I don't want the solution. Please don't post the full solution. I just need a starting clue on how to do this.
- Suppose $A$ and $B$ are matrices such that $AB$ and $BA$ are defined.
a) Show that $AB$ and $BA$ are both square matrices.
I actually have no idea where to start. But I note that a square matrix commutes if say:
A was defined as:
$\begin{pmatrix} a & b\\ b & a \end{pmatrix}$
B was defined as:
$\begin{pmatrix} c & d\\ d & c \end{pmatrix}$
Then $AB=BA$
I suppose I need to include this in my argument somehow but for a more general case?

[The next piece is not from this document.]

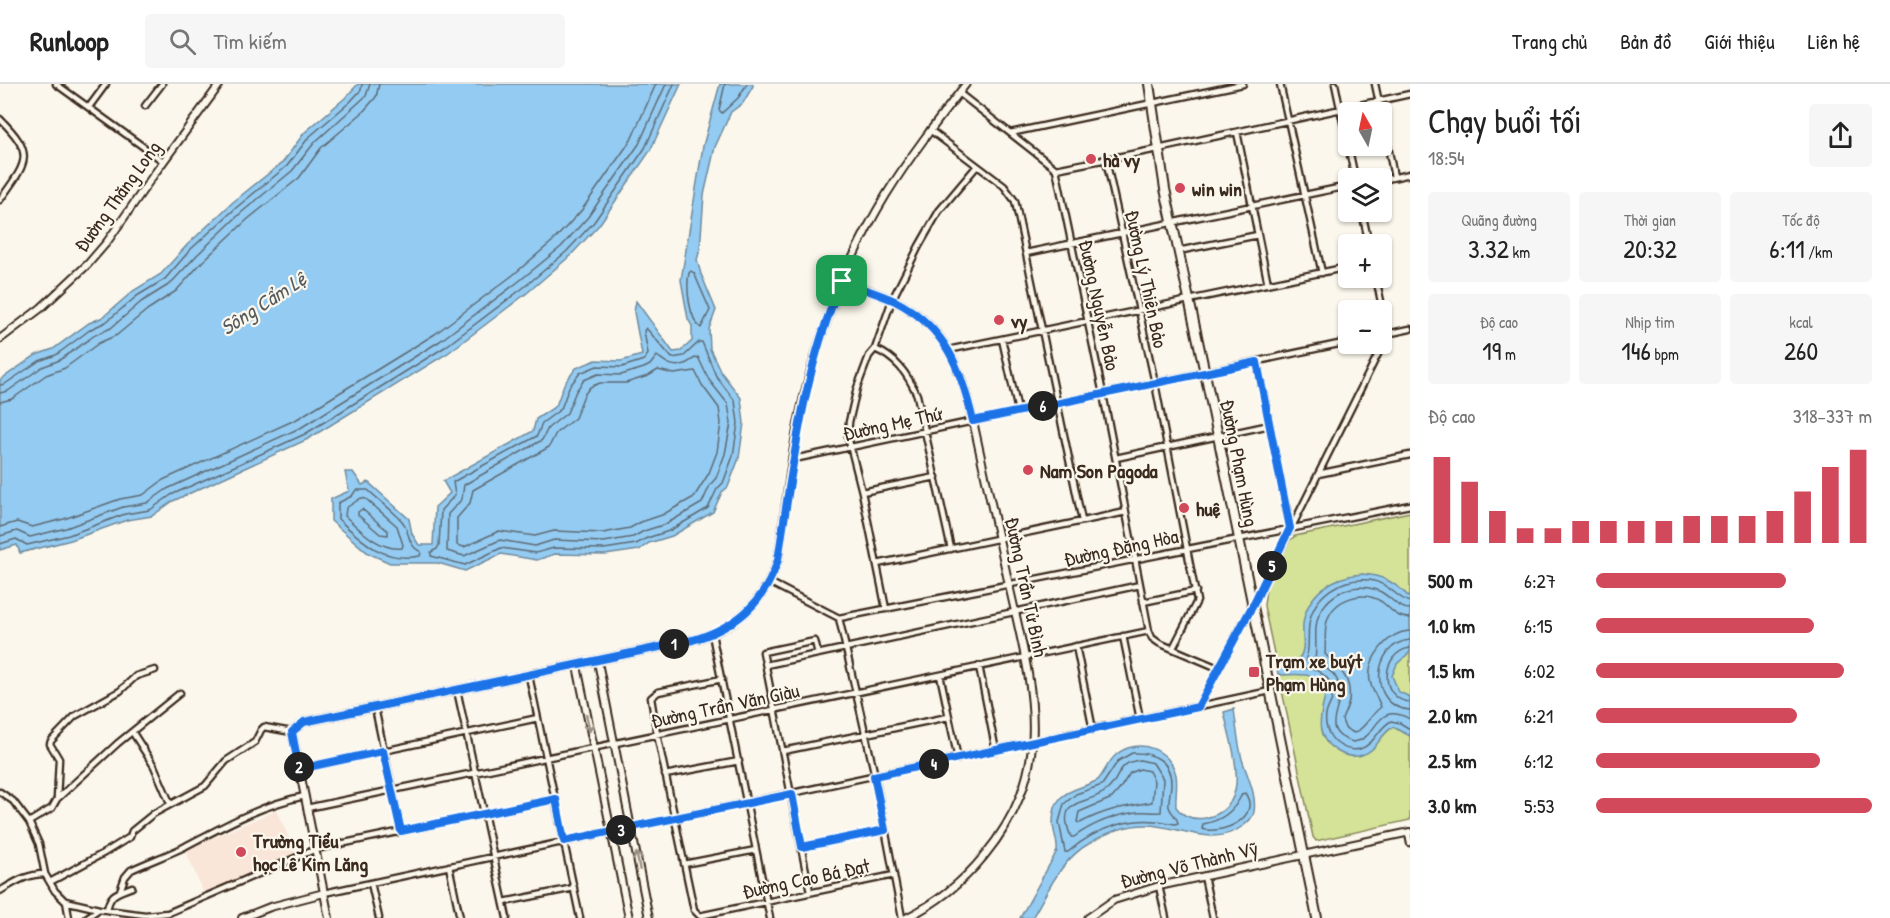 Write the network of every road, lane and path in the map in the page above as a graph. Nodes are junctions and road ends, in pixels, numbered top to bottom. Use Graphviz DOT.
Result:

Well I observe that multiplication is only possible with $A$ having a dimension $m$ x $n$ and $B$ must have $n$ x $p$. Hence $AB$ has $m$ x $p$.
If the reverse is true with $B$ having dimensions $n$ x $p$, $A$ has dimensions $m$ x $n.$ $BA$ now has dimensions $n$ x $n$. Which would imply $p = m.$ Hence I substitute that into dimensions of $AB$. Which $AB$ has $m$ x $m.$ Thus proving that they both must be square matrices?
But then how would I prove that they are of same size?
– Bobby May 09 '13 at 15:43